*Data shown*
------------

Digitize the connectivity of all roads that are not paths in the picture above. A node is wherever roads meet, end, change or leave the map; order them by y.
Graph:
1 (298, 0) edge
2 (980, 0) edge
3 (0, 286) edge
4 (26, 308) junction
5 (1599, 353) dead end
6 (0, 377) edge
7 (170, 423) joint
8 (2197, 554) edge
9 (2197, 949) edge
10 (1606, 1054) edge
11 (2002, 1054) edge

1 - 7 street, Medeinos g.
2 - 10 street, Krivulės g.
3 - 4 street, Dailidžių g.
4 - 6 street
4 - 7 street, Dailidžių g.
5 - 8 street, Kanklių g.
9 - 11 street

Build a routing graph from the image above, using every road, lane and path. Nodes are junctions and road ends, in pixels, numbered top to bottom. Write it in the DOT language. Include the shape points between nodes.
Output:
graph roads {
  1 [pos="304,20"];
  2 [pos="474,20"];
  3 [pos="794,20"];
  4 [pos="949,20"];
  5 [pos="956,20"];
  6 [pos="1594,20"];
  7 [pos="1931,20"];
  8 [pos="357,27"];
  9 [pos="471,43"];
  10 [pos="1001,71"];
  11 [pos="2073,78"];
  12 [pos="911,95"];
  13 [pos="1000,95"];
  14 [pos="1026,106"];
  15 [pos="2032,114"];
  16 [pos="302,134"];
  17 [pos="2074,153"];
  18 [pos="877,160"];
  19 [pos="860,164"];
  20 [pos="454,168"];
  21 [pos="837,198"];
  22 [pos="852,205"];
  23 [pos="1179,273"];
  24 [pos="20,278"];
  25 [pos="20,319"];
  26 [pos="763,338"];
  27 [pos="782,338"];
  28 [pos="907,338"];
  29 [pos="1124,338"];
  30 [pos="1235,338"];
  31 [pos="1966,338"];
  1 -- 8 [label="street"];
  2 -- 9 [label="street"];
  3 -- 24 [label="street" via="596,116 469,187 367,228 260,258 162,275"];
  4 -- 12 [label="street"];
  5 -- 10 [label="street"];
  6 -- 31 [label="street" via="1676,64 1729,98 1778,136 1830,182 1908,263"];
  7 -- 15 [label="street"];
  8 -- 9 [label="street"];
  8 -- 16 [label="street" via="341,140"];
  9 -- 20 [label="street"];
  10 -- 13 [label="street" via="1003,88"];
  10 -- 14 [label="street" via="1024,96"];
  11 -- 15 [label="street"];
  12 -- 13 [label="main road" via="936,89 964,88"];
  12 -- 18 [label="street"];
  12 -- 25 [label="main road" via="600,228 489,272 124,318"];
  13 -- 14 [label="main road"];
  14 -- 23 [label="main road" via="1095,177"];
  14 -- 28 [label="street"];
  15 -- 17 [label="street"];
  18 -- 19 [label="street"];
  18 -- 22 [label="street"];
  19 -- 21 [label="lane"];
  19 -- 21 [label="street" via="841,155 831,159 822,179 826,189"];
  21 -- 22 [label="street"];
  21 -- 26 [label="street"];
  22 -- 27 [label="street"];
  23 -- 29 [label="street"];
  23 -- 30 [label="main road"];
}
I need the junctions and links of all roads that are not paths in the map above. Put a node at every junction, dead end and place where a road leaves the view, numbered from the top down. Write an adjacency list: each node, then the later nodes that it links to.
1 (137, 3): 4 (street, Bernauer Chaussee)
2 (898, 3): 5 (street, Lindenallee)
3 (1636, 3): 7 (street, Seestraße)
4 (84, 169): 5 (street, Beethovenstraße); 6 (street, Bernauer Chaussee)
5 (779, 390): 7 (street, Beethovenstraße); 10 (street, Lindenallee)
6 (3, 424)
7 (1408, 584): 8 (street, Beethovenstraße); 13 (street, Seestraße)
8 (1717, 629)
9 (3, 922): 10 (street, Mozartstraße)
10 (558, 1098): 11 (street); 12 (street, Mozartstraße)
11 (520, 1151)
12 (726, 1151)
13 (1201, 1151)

------------

*Activity*
Return the records above verbatim, in their entirety.

*Your solution*
Digitize the connectivity of all roads that are not paths in the picture above. A node is wherever roads meet, end, change or leave the map; order them by y.
Graph:
1 (298, 0) edge
2 (980, 0) edge
3 (0, 286) edge
4 (26, 308) junction
5 (1599, 353) dead end
6 (0, 377) edge
7 (170, 423) joint
8 (2197, 554) edge
9 (2197, 949) edge
10 (1606, 1054) edge
11 (2002, 1054) edge

1 - 7 street, Medeinos g.
2 - 10 street, Krivulės g.
3 - 4 street, Dailidžių g.
4 - 6 street
4 - 7 street, Dailidžių g.
5 - 8 street, Kanklių g.
9 - 11 street

Build a routing graph from the image above, using every road, lane and path. Nodes are junctions and road ends, in pixels, numbered top to bottom. Write it in the DOT language. Include the shape points between nodes.
Output:
graph roads {
  1 [pos="304,20"];
  2 [pos="474,20"];
  3 [pos="794,20"];
  4 [pos="949,20"];
  5 [pos="956,20"];
  6 [pos="1594,20"];
  7 [pos="1931,20"];
  8 [pos="357,27"];
  9 [pos="471,43"];
  10 [pos="1001,71"];
  11 [pos="2073,78"];
  12 [pos="911,95"];
  13 [pos="1000,95"];
  14 [pos="1026,106"];
  15 [pos="2032,114"];
  16 [pos="302,134"];
  17 [pos="2074,153"];
  18 [pos="877,160"];
  19 [pos="860,164"];
  20 [pos="454,168"];
  21 [pos="837,198"];
  22 [pos="852,205"];
  23 [pos="1179,273"];
  24 [pos="20,278"];
  25 [pos="20,319"];
  26 [pos="763,338"];
  27 [pos="782,338"];
  28 [pos="907,338"];
  29 [pos="1124,338"];
  30 [pos="1235,338"];
  31 [pos="1966,338"];
  1 -- 8 [label="street"];
  2 -- 9 [label="street"];
  3 -- 24 [label="street" via="596,116 469,187 367,228 260,258 162,275"];
  4 -- 12 [label="street"];
  5 -- 10 [label="street"];
  6 -- 31 [label="street" via="1676,64 1729,98 1778,136 1830,182 1908,263"];
  7 -- 15 [label="street"];
  8 -- 9 [label="street"];
  8 -- 16 [label="street" via="341,140"];
  9 -- 20 [label="street"];
  10 -- 13 [label="street" via="1003,88"];
  10 -- 14 [label="street" via="1024,96"];
  11 -- 15 [label="street"];
  12 -- 13 [label="main road" via="936,89 964,88"];
  12 -- 18 [label="street"];
  12 -- 25 [label="main road" via="600,228 489,272 124,318"];
  13 -- 14 [label="main road"];
  14 -- 23 [label="main road" via="1095,177"];
  14 -- 28 [label="street"];
  15 -- 17 [label="street"];
  18 -- 19 [label="street"];
  18 -- 22 [label="street"];
  19 -- 21 [label="lane"];
  19 -- 21 [label="street" via="841,155 831,159 822,179 826,189"];
  21 -- 22 [label="street"];
  21 -- 26 [label="street"];
  22 -- 27 [label="street"];
  23 -- 29 [label="street"];
  23 -- 30 [label="main road"];
}
I need the junctions and links of all roads that are not paths in the map above. Put a node at every junction, dead end and place where a road leaves the view, numbered from the top down. Write an adjacency list: each node, then the later nodes that it links to.
1 (137, 3): 4 (street, Bernauer Chaussee)
2 (898, 3): 5 (street, Lindenallee)
3 (1636, 3): 7 (street, Seestraße)
4 (84, 169): 5 (street, Beethovenstraße); 6 (street, Bernauer Chaussee)
5 (779, 390): 7 (street, Beethovenstraße); 10 (street, Lindenallee)
6 (3, 424)
7 (1408, 584): 8 (street, Beethovenstraße); 13 (street, Seestraße)
8 (1717, 629)
9 (3, 922): 10 (street, Mozartstraße)
10 (558, 1098): 11 (street); 12 (street, Mozartstraße)
11 (520, 1151)
12 (726, 1151)
13 (1201, 1151)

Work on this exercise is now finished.